# Work order
Examine each line of the data. Copy those that contain the string "Heights".

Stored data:
________________________________________

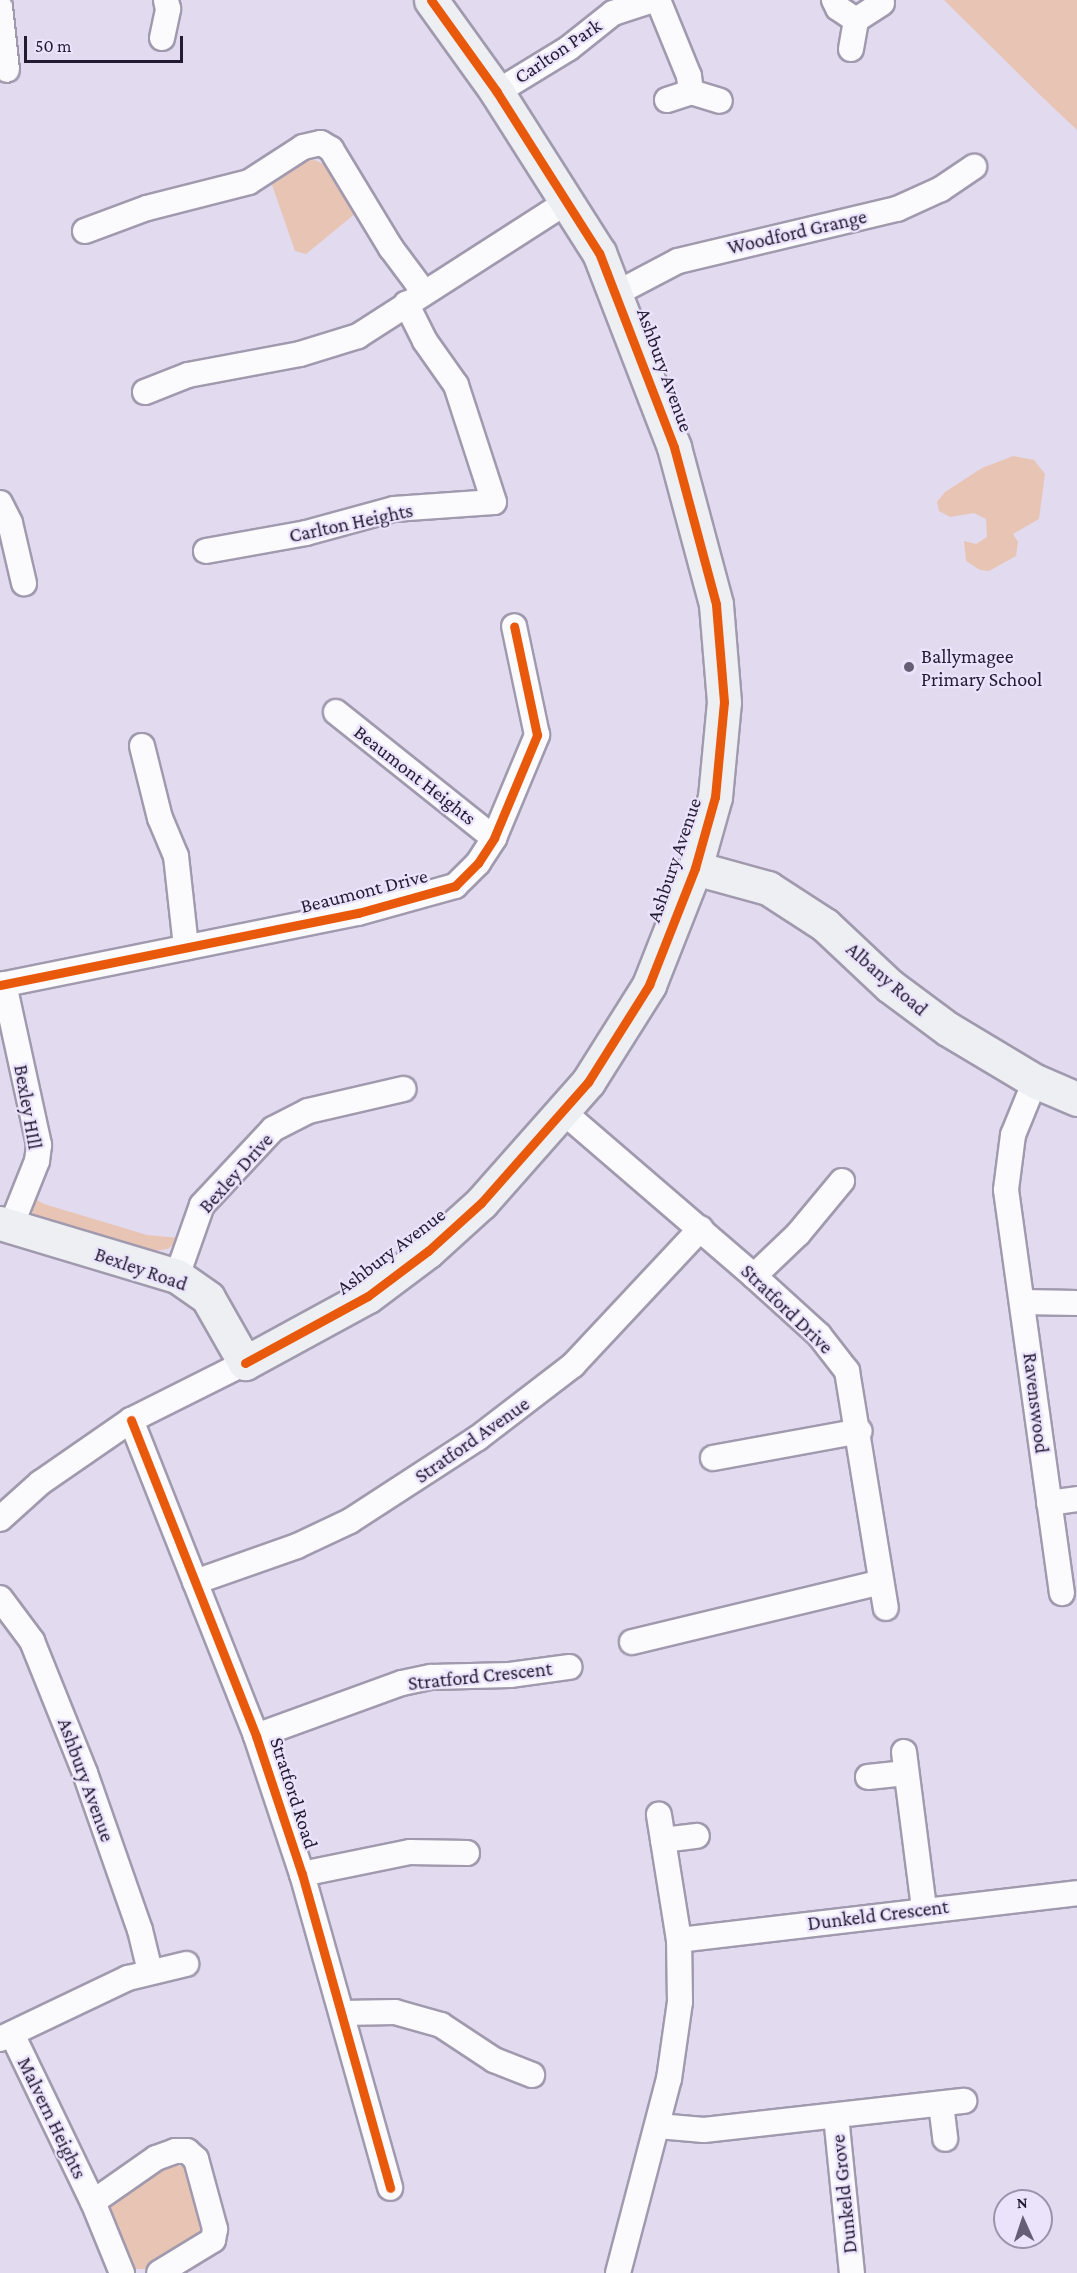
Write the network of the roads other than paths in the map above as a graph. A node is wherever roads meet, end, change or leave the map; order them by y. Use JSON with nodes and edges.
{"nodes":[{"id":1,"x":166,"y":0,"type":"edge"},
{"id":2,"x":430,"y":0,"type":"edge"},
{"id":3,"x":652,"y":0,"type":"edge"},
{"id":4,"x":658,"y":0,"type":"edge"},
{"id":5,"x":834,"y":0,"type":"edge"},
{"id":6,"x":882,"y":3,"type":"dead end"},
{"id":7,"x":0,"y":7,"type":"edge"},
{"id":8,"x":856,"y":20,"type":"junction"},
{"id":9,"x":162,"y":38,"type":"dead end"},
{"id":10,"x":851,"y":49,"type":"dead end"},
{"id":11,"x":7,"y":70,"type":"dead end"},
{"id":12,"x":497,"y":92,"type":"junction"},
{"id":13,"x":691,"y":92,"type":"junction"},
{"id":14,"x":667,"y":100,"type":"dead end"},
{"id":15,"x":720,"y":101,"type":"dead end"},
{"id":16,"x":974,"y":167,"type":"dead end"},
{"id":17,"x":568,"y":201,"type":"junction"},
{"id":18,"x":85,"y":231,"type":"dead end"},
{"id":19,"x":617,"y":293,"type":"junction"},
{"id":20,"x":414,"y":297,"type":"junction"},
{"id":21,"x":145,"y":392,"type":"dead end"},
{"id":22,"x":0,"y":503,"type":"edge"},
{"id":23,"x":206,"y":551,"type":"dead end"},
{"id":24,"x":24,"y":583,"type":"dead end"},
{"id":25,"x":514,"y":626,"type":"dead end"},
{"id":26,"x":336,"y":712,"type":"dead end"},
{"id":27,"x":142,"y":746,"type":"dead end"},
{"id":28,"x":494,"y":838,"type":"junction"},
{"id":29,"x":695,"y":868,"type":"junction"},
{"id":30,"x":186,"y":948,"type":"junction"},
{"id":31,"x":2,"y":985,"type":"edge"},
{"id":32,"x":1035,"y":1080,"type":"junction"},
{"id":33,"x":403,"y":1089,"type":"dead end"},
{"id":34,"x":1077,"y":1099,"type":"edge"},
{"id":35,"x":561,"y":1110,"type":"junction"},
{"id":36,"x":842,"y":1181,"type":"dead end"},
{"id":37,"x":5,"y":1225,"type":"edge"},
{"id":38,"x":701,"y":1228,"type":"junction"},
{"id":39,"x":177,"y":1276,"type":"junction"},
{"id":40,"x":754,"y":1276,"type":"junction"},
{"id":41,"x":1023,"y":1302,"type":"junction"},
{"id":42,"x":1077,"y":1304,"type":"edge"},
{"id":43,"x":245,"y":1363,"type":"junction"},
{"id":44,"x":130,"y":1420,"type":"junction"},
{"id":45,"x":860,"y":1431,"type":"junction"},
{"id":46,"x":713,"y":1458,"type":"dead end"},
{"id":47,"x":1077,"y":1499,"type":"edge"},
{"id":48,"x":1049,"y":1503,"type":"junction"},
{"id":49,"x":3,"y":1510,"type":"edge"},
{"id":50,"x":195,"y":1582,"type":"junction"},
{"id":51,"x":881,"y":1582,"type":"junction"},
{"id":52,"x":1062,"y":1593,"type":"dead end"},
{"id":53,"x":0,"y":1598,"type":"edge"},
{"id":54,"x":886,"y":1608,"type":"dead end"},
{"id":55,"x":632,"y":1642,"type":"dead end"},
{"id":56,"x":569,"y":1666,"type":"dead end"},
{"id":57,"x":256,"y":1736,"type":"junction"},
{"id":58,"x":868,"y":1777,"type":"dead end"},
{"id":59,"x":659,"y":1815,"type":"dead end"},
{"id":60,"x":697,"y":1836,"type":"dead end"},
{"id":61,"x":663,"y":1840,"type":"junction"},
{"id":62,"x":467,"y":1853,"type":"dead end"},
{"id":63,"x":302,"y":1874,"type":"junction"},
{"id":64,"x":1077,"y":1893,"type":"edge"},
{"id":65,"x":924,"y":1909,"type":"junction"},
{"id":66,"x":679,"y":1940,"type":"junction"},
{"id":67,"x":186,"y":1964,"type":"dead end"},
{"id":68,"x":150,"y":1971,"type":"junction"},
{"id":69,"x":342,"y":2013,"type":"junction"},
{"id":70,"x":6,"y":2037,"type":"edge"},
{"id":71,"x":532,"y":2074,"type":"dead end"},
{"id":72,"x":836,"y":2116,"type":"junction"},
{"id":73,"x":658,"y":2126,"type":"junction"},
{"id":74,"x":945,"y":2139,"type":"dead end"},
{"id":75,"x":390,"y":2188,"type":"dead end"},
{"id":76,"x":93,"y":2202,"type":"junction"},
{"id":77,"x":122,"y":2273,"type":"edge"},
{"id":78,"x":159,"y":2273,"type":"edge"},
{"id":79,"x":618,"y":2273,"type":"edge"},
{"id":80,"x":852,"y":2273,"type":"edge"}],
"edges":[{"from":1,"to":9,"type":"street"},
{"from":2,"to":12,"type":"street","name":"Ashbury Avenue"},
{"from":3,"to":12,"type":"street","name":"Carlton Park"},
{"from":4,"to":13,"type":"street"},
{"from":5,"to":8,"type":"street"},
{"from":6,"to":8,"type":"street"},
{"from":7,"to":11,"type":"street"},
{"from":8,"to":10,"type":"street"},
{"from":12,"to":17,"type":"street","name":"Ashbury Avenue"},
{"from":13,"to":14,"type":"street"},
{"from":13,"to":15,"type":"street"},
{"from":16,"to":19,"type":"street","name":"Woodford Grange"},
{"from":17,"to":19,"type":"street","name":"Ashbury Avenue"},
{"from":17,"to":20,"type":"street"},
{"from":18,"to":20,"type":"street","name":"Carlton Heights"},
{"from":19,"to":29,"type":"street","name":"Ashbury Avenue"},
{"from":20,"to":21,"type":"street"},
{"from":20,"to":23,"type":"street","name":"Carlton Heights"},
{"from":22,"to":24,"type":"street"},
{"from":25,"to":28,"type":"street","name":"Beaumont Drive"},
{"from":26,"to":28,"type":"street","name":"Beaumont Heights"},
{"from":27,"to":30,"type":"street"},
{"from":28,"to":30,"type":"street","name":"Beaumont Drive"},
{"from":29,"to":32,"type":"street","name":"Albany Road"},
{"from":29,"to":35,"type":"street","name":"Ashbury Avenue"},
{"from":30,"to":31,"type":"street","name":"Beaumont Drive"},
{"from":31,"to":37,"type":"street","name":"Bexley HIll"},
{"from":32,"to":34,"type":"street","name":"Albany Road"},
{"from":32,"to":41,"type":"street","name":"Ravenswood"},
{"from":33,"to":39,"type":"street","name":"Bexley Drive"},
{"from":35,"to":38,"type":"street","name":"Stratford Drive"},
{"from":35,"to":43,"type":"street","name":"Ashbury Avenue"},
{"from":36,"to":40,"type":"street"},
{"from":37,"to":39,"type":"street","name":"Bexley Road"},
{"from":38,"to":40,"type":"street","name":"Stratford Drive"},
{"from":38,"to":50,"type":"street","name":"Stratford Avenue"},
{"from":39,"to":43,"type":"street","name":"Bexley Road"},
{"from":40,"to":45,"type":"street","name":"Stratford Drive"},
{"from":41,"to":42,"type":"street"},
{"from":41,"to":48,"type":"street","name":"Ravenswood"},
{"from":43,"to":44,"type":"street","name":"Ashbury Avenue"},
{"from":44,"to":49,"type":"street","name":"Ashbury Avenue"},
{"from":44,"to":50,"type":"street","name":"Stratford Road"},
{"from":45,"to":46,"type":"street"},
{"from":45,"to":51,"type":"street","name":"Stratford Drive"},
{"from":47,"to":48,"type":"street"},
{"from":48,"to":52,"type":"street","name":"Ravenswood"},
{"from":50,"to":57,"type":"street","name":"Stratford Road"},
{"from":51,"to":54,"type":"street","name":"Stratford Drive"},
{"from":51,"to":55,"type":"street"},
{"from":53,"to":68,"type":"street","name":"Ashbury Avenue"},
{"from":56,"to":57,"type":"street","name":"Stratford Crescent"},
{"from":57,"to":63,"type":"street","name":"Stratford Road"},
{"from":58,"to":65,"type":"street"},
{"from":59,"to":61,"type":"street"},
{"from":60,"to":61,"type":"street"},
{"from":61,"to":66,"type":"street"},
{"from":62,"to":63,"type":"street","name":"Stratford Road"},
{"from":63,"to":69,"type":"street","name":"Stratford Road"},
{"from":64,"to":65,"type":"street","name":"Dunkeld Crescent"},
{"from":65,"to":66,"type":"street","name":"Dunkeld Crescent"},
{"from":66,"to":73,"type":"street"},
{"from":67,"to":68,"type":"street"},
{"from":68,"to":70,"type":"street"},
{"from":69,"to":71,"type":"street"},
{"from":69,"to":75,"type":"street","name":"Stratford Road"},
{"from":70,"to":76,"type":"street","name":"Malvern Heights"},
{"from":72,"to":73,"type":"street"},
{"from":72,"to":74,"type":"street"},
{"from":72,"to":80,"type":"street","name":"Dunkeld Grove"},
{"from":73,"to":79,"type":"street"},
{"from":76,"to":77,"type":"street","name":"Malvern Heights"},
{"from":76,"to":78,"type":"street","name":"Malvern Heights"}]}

________________________________________

# Answer for the task
{"from":18,"to":20,"type":"street","name":"Carlton Heights"},
{"from":20,"to":23,"type":"street","name":"Carlton Heights"},
{"from":26,"to":28,"type":"street","name":"Beaumont Heights"},
{"from":70,"to":76,"type":"street","name":"Malvern Heights"},
{"from":76,"to":77,"type":"street","name":"Malvern Heights"},
{"from":76,"to":78,"type":"street","name":"Malvern Heights"}]}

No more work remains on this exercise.